Following the comments by Trump about the strength of the US dollar and his jibe against the interest rate rise policy of the Federal Reserve, there was a fall in the U.S. dollar to its lowest in three weeks against six other global currencies on Friday.
While accusing the European Union and China of manipulating their currencies, Trump also lamented on the strength of the dollar against other currencies which was increasing the price of American exports.
But Treasury Secretary Steven Mnuchin has said that currency markets were not being attempted to be influenced by Trump and has reiterated that a strong U.S. economy is reflected by the strength in the U.S. dollar and it is in the long-term interest of the United States’.
“This time, the targets are China and the European Central Bank. But the content of criticism is the same so we need to be careful,” the Japanese official told reporters on the sidelines of a G20 meeting in the Argentine capital.

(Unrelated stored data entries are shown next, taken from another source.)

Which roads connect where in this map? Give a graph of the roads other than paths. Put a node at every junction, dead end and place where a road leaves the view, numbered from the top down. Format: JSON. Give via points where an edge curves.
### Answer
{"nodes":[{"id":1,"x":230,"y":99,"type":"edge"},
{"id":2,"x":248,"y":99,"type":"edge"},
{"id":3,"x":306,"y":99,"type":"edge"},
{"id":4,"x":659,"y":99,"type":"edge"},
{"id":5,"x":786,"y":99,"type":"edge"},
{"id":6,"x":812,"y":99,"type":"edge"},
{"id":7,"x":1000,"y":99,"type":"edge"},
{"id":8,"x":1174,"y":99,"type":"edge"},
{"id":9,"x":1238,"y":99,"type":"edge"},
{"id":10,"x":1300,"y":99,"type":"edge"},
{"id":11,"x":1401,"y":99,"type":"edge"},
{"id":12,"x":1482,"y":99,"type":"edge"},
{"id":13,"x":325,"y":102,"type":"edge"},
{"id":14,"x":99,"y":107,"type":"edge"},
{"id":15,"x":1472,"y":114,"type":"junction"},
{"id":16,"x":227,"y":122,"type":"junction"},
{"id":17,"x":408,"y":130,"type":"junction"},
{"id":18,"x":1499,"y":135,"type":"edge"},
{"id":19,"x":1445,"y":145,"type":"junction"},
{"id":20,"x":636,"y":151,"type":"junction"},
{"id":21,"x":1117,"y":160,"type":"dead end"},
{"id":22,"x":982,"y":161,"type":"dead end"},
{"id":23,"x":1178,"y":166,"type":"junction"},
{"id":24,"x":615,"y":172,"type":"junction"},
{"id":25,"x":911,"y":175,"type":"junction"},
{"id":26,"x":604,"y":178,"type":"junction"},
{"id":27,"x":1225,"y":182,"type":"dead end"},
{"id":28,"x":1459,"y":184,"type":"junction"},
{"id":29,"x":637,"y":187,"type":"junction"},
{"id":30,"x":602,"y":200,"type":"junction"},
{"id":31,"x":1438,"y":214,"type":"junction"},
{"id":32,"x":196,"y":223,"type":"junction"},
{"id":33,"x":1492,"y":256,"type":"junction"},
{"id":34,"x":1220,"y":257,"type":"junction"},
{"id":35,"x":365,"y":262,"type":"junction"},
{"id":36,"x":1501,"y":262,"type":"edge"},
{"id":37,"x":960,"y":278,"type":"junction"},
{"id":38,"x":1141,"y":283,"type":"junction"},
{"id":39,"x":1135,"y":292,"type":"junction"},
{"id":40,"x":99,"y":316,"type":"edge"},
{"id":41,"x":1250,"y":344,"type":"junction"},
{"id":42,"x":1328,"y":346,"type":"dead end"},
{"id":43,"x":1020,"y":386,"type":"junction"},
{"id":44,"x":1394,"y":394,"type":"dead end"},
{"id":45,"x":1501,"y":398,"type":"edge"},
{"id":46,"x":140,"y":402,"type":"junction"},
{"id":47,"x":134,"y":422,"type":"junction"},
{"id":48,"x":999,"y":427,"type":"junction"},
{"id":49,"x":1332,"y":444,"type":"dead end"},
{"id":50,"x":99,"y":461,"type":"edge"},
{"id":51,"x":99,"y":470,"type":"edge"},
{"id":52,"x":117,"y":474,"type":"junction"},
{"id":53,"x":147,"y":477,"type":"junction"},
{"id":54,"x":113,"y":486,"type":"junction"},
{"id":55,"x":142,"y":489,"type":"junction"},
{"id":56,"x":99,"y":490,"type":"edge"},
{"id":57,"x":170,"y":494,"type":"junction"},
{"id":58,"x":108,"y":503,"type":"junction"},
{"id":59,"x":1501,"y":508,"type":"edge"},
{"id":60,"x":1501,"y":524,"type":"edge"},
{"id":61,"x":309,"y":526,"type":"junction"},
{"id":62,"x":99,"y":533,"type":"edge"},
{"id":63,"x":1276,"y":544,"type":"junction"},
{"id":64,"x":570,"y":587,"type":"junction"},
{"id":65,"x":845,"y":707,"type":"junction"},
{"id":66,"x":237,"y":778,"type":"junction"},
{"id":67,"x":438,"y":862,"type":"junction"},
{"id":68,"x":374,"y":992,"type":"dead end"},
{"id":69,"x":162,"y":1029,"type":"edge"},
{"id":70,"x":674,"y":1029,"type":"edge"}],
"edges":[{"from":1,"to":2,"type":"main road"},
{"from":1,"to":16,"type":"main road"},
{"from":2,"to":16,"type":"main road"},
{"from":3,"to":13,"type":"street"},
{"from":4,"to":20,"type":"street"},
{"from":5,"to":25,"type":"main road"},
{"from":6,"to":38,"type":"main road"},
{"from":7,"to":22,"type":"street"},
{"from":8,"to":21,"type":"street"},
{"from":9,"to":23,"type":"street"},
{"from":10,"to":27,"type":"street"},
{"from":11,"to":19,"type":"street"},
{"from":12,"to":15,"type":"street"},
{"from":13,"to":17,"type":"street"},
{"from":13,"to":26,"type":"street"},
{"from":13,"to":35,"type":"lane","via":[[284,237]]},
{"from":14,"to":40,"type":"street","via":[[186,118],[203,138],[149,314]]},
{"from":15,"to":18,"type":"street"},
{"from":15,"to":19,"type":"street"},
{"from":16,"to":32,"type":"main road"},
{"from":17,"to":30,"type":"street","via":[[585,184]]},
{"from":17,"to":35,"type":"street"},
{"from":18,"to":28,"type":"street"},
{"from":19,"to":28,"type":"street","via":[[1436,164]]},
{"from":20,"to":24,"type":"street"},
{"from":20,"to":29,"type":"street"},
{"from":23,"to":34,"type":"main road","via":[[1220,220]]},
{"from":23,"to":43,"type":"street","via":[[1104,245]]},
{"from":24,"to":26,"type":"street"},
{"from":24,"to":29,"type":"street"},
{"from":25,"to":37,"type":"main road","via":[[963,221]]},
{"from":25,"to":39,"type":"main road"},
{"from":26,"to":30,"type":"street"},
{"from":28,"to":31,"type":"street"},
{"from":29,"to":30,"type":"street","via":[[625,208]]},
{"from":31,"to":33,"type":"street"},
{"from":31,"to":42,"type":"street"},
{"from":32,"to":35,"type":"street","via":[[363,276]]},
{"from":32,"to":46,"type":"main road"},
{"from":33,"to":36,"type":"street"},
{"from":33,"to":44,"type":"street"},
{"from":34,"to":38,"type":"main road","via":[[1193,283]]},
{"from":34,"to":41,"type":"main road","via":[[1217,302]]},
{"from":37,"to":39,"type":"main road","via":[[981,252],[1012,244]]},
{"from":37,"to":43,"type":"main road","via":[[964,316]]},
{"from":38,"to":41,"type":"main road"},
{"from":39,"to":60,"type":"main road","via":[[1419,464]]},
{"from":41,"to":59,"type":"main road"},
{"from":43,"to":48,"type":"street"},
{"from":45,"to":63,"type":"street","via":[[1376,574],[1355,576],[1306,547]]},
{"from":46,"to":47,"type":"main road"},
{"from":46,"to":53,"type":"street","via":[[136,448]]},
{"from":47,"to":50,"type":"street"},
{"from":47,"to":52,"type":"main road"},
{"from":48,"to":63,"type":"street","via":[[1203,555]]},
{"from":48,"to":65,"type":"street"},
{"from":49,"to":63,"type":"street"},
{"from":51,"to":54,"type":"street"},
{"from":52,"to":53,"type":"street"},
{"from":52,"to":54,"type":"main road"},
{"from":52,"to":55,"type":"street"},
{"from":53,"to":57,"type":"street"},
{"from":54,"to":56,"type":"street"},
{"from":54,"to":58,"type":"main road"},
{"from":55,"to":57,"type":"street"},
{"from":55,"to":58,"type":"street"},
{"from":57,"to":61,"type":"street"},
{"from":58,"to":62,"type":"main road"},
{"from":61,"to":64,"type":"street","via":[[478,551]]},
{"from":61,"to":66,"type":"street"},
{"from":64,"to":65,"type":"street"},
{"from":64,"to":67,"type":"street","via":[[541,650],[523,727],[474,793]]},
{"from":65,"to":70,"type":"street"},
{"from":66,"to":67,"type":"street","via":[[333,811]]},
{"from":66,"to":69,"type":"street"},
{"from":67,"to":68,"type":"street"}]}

“If necessary, we may need to remind the United States about our past discussions on monetary policy” that is not targeting currencies but domestic policy objectives, he added.
In order to get to its eluding 2 per cent inflation rate target, aggressive monetary policy is being followed by the bank of Japan. There has not been very limited acceleration in inflation rates in Japan despite its central bank printing money massively during the last five years. At the same., there has been a steady weakening of the yen.
This is what can be used by critics to identify Japan as a currency manipulator and the country’s monetary policy is in the list that the US Treasury is monitoring.
However, for the US, the primary target is China because the “bulk of the U.S. trade deficit” is accounted for by Beijingm said Japanese Finance Minister Taro Aso.
Japan’s concerns over currency volatility has bene fueled by the rising trade tension. The trade spat can lead to an increase in the yen which is considered to be a safe haven for investors. If that happens it would be damaging for Japan whose economy is export dependent.
Aso stressed on the role and importance of free trade and global growth through it and said that pursuance of an inward-looking and protectionist policies would help no country.
“Excessive current account imbalances should be resolved through multilateral, not bilateral, framework,” Aso added.
“The matter should be dealt with through macroeconomic policy and structural reform by rebalancing savings and investments, instead of imposing tariffs.”